A huge increase in scientific capacity is essential for success, according to former NIH Director Dr. Elias A. Zerhouni. Although Fogarty programs have trained about 5,000 scientists globally, he claims ten times that number are needed to support robust global health diplomacy.

"Diplomacy is a negotiation activity and good negotiations require a certain symmetry--a symmetry of knowledge, a symmetry of education, of values and goals," Zerhouni said. "If not, distrust and diplomatic failure will ensue." He cited the SARS crisis as an example. U.S. officials were able to work well with the new Chinese Minister of Health because he was surrounded by a dozen well-prepared advisers, half of them trained through Fogarty programs, Zerhouni reported.

The Swiss Health Minister poses a question to the panel

Former Fogarty fellow
Dr. Thomas Zeltner

"A core strategic issue is how to develop sufficient and qualified local human capacity who can understand and practice the science needed to train and deploy effective and smart interventions and, more importantly, who can become real partners at the table of health diplomacy," he added.

The solution, Zerhouni said, lies in building a global network of research and training centers of excellence in the developing world in association with local institutions using common curricula, modern methods of education as well as a standardized approach to building scientific capacity.

A better prepared diplomatic corps would also enhance efforts, according to Jimmy Kolker, former U.S. ambassador to Uganda.

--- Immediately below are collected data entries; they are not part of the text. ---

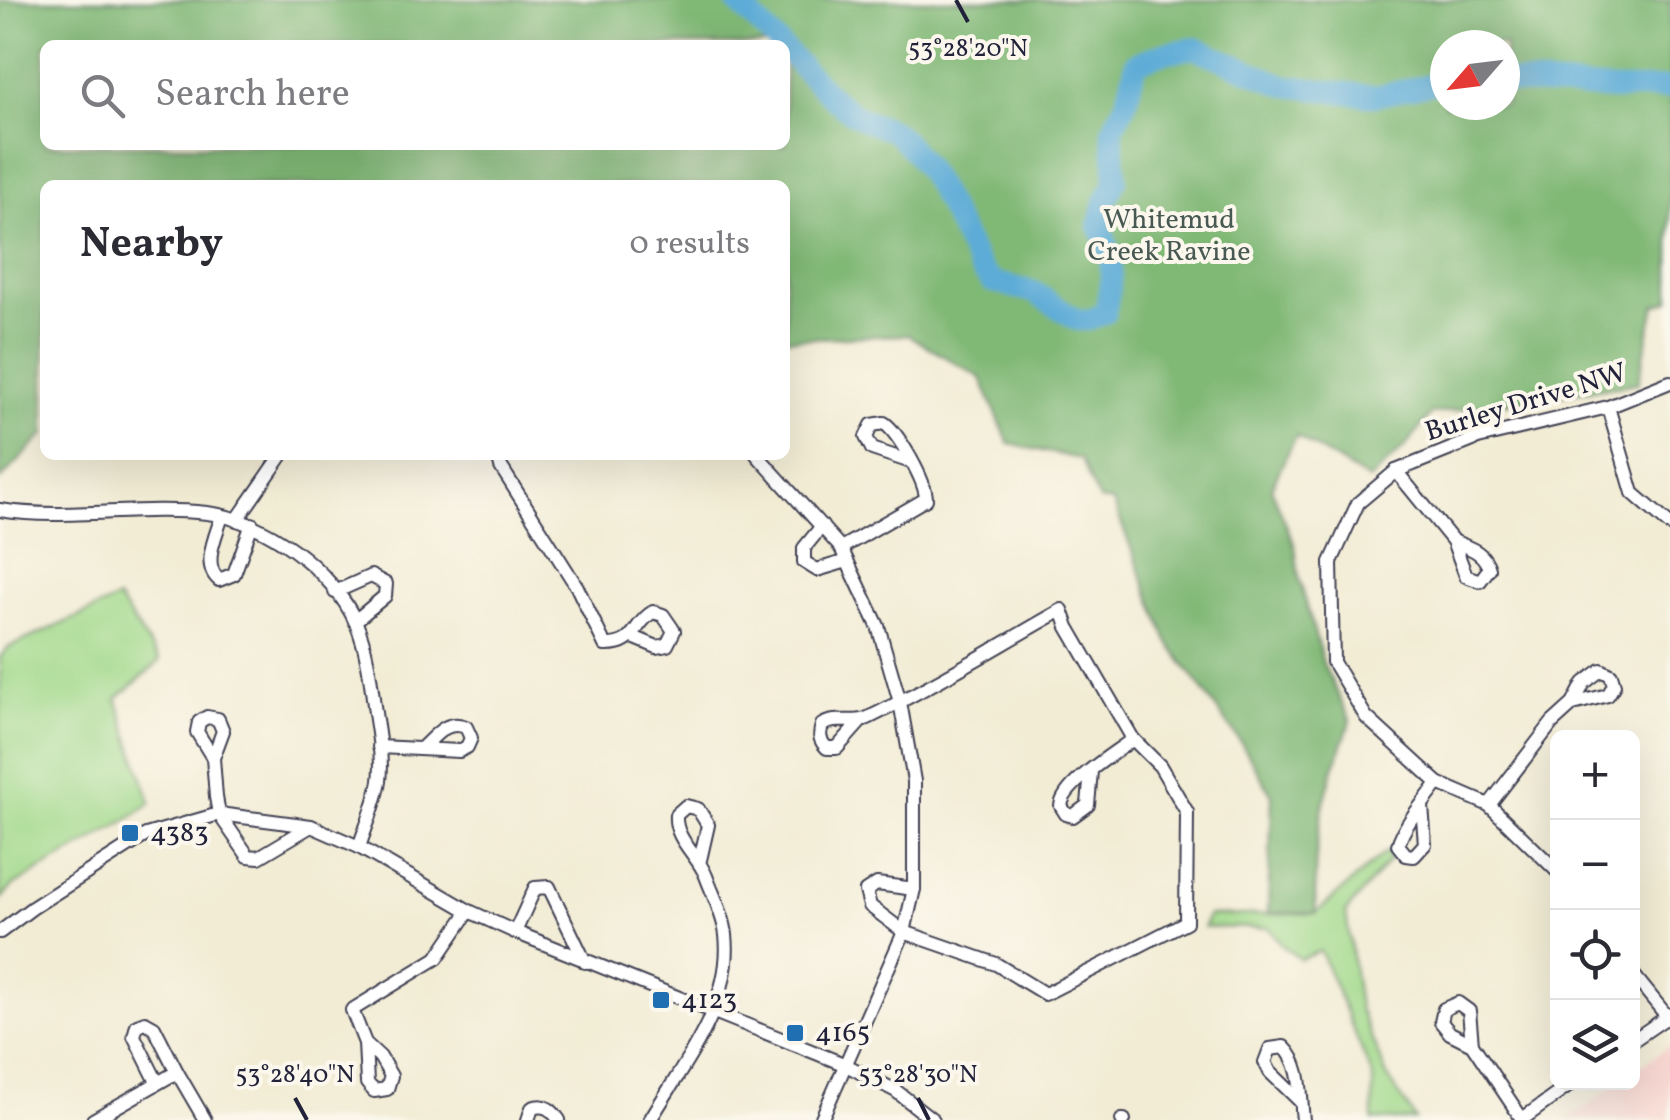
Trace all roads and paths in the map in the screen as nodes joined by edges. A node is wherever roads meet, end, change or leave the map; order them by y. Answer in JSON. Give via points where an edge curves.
{"nodes":[{"id":1,"x":1670,"y":382,"type":"edge"},
{"id":2,"x":1608,"y":407,"type":"junction"},
{"id":3,"x":279,"y":460,"type":"edge"},
{"id":4,"x":499,"y":460,"type":"edge"},
{"id":5,"x":762,"y":460,"type":"edge"},
{"id":6,"x":911,"y":462,"type":"dead end"},
{"id":7,"x":1396,"y":471,"type":"junction"},
{"id":8,"x":0,"y":510,"type":"edge"},
{"id":9,"x":222,"y":516,"type":"junction"},
{"id":10,"x":237,"y":520,"type":"junction"},
{"id":11,"x":252,"y":524,"type":"junction"},
{"id":12,"x":1670,"y":525,"type":"edge"},
{"id":13,"x":822,"y":526,"type":"junction"},
{"id":14,"x":1453,"y":541,"type":"dead end"},
{"id":15,"x":844,"y":554,"type":"junction"},
{"id":16,"x":335,"y":592,"type":"junction"},
{"id":17,"x":355,"y":621,"type":"junction"},
{"id":18,"x":633,"y":638,"type":"dead end"},
{"id":19,"x":900,"y":702,"type":"junction"},
{"id":20,"x":1573,"y":704,"type":"dead end"},
{"id":21,"x":860,"y":722,"type":"dead end"},
{"id":22,"x":1133,"y":739,"type":"junction"},
{"id":23,"x":380,"y":747,"type":"junction"},
{"id":24,"x":422,"y":748,"type":"dead end"},
{"id":25,"x":213,"y":758,"type":"dead end"},
{"id":26,"x":1091,"y":770,"type":"dead end"},
{"id":27,"x":1438,"y":782,"type":"junction"},
{"id":28,"x":1489,"y":805,"type":"junction"},
{"id":29,"x":1422,"y":806,"type":"dead end"},
{"id":30,"x":219,"y":814,"type":"junction"},
{"id":31,"x":312,"y":826,"type":"junction"},
{"id":32,"x":359,"y":848,"type":"junction"},
{"id":33,"x":700,"y":860,"type":"dead end"},
{"id":34,"x":1550,"y":864,"type":"edge"},
{"id":35,"x":914,"y":888,"type":"junction"},
{"id":36,"x":470,"y":911,"type":"junction"},
{"id":37,"x":0,"y":932,"type":"edge"},
{"id":38,"x":515,"y":932,"type":"junction"},
{"id":39,"x":904,"y":932,"type":"junction"},
{"id":40,"x":586,"y":962,"type":"junction"},
{"id":41,"x":1640,"y":983,"type":"edge"},
{"id":42,"x":712,"y":1014,"type":"junction"},
{"id":43,"x":1669,"y":1017,"type":"edge"},
{"id":44,"x":1640,"y":1036,"type":"edge"},
{"id":45,"x":365,"y":1043,"type":"dead end"},
{"id":46,"x":1472,"y":1044,"type":"dead end"},
{"id":47,"x":846,"y":1065,"type":"junction"},
{"id":48,"x":177,"y":1072,"type":"junction"},
{"id":49,"x":156,"y":1082,"type":"junction"},
{"id":50,"x":1563,"y":1090,"type":"edge"},
{"id":51,"x":1300,"y":1102,"type":"dead end"},
{"id":52,"x":93,"y":1120,"type":"edge"},
{"id":53,"x":205,"y":1120,"type":"edge"},
{"id":54,"x":528,"y":1120,"type":"edge"},
{"id":55,"x":559,"y":1120,"type":"edge"},
{"id":56,"x":650,"y":1120,"type":"edge"},
{"id":57,"x":820,"y":1120,"type":"edge"},
{"id":58,"x":934,"y":1120,"type":"edge"},
{"id":59,"x":1303,"y":1120,"type":"edge"},
{"id":60,"x":1521,"y":1120,"type":"edge"}],
"edges":[{"from":1,"to":2,"type":"street","name":"Burley Drive NW"},
{"from":2,"to":7,"type":"street","name":"Burley Drive NW","via":[[1478,438]]},
{"from":2,"to":12,"type":"street","via":[[1633,493]]},
{"from":3,"to":10,"type":"street"},
{"from":4,"to":18,"type":"street","via":[[606,645]]},
{"from":5,"to":13,"type":"street"},
{"from":6,"to":15,"type":"street","via":[[926,499]]},
{"from":7,"to":14,"type":"street","name":"Burley Drive NW"},
{"from":7,"to":27,"type":"street","name":"Burley Drive NW","via":[[1358,504],[1332,562],[1333,662],[1366,717]]},
{"from":8,"to":9,"type":"street"},
{"from":9,"to":10,"type":"street"},
{"from":9,"to":11,"type":"street","via":[[210,560],[219,580],[234,574]]},
{"from":10,"to":11,"type":"street"},
{"from":11,"to":16,"type":"street","via":[[300,553]]},
{"from":13,"to":15,"type":"street"},
{"from":13,"to":15,"type":"street","via":[[804,548],[804,562],[817,570]]},
{"from":15,"to":19,"type":"street","via":[[878,626]]},
{"from":16,"to":17,"type":"street"},
{"from":16,"to":17,"type":"street","via":[[370,576],[386,584],[385,596]]},
{"from":17,"to":23,"type":"street"},
{"from":19,"to":21,"type":"street"},
{"from":19,"to":22,"type":"street","via":[[1062,610]]},
{"from":19,"to":35,"type":"street","via":[[914,782]]},
{"from":20,"to":28,"type":"street"},
{"from":22,"to":26,"type":"street"},
{"from":22,"to":39,"type":"street","via":[[1160,766],[1187,812],[1186,922],[1046,994],[996,964]]},
{"from":23,"to":24,"type":"street"},
{"from":23,"to":32,"type":"street","via":[[380,781]]},
{"from":25,"to":30,"type":"street"},
{"from":27,"to":28,"type":"street","name":"Burley Drive NW"},
{"from":27,"to":29,"type":"street"},
{"from":28,"to":34,"type":"street","name":"Burley Drive NW"},
{"from":30,"to":31,"type":"street"},
{"from":30,"to":31,"type":"street","via":[[254,858]]},
{"from":30,"to":37,"type":"street","via":[[146,835]]},
{"from":31,"to":32,"type":"street"},
{"from":32,"to":36,"type":"street"},
{"from":33,"to":42,"type":"street","via":[[726,931],[726,969]]},
{"from":35,"to":39,"type":"street"},
{"from":35,"to":39,"type":"street","via":[[877,884],[866,891],[870,906]]},
{"from":36,"to":38,"type":"street"},
{"from":36,"to":45,"type":"street","via":[[437,958],[352,1010]]},
{"from":38,"to":40,"type":"street"},
{"from":38,"to":40,"type":"street","via":[[535,888],[550,887]]},
{"from":39,"to":47,"type":"street"},
{"from":40,"to":42,"type":"street"},
{"from":41,"to":43,"type":"street"},
{"from":42,"to":47,"type":"street"},
{"from":42,"to":56,"type":"street"},
{"from":43,"to":44,"type":"street"},
{"from":46,"to":60,"type":"street"},
{"from":47,"to":57,"type":"street"},
{"from":47,"to":58,"type":"street"},
{"from":48,"to":49,"type":"street"},
{"from":48,"to":49,"type":"street","via":[[154,1026],[137,1025],[134,1036]]},
{"from":48,"to":53,"type":"street"},
{"from":49,"to":52,"type":"street"},
{"from":50,"to":60,"type":"street"},
{"from":51,"to":59,"type":"street"},
{"from":54,"to":55,"type":"street","via":[[539,1106]]}]}
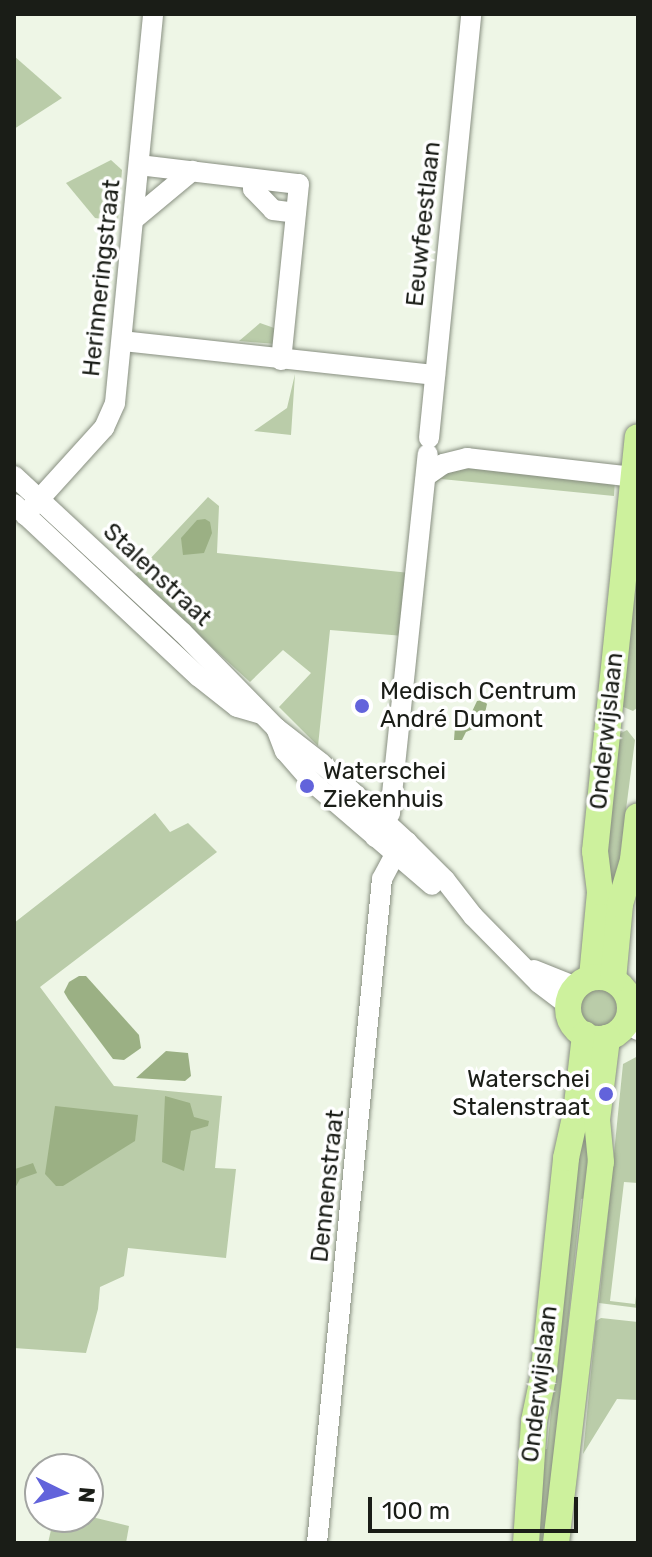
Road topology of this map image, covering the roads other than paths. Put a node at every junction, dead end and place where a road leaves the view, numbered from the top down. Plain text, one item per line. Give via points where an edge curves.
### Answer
1 (153, 14) edge
2 (471, 14) edge
3 (139, 165) junction
4 (192, 171) junction
5 (253, 179) junction
6 (296, 213) junction
7 (133, 220) junction
8 (122, 341) junction
9 (281, 360) junction
10 (435, 375) junction
11 (638, 437) edge
12 (14, 476) edge
13 (426, 476) junction
14 (629, 476) junction
15 (39, 498) junction
16 (20, 510) edge
17 (269, 721) junction
18 (638, 816) edge
19 (380, 830) junction
20 (401, 848) junction
21 (587, 987) junction
22 (614, 1031) edge
23 (317, 1543) edge
24 (526, 1543) edge
25 (556, 1543) edge

1 - 3 street, Herinneringstraat
2 - 10 street, Eeuwfeestlaan
3 - 4 street
3 - 7 street, Herinneringstraat
4 - 5 street
4 - 7 street
5 - 6 street via 253,189 273,210
5 - 6 street via 299,184
6 - 9 street
7 - 8 street, Herinneringstraat
8 - 9 street
8 - 15 street, Herinneringstraat via 115,403 104,428
9 - 10 street
10 - 13 street, Eeuwfeestlaan
11 - 14 main road, Onderwijslaan
12 - 15 street, Stalenstraat
13 - 14 street via 443,464 467,458
13 - 19 street, Eeuwfeestlaan via 390,813
14 - 21 main road, Onderwijslaan via 595,851 600,892
15 - 16 street, Herinneringstraat
15 - 17 street, Stalenstraat
16 - 17 street, Stalenstraat via 199,677 237,707
17 - 19 street, Stalenstraat via 323,765
18 - 21 main road, Onderwijslaan via 620,904
19 - 20 street, Stalenstraat
20 - 21 street, Stalenstraat via 437,890 462,905 527,967
20 - 23 street, Dennenstraat via 382,879
21 - 22 main road via 575,1028
21 - 22 main road, Onderwijslaan via 627,994 629,1014
22 - 24 main road, Onderwijslaan via 576,1113 566,1158 534,1421
22 - 25 main road, Onderwijslaan via 597,1120 601,1162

The only diplomat represented on the panels, he called for educational standards and a better defined career track for those entering the foreign service, particularly if they intend to work in the complex realm of global health policy. "Even hairdressers need to be licensed to do business," he said, and yet diplomats have no set performance standards or educational requirements.

Representing the private sector, Dr. Derek Yach, vice president of global health policy for PepsiCo and a former WHO executive, questioned the priorities and global health investment choices made by the U.S. government and others, doubting the wisdom of spending a thousand dollars to prevent each AIDS death and yet withholding the $20 needed to stop a nutrition-related death.

That doesn't mean AIDS treatment shouldn't be provided, he says. "But if we are at the point of doing AIDS treatment, we should at least be doing all the cost-effective ones that are below it and that would have a dramatic, larger impact on the MDGs (Millennium Development Goals)," he concluded.

O'Neill Institute Executive Director John Monahan, J.D., summed up: "I think there was a profound optimism underlying every person who spoke today...and I mean this in the most nonpartisan way possible, but I think there was a 'yes, we can' sense; there is a lot to do, and everybody here was talking about the possibilities and not the barriers."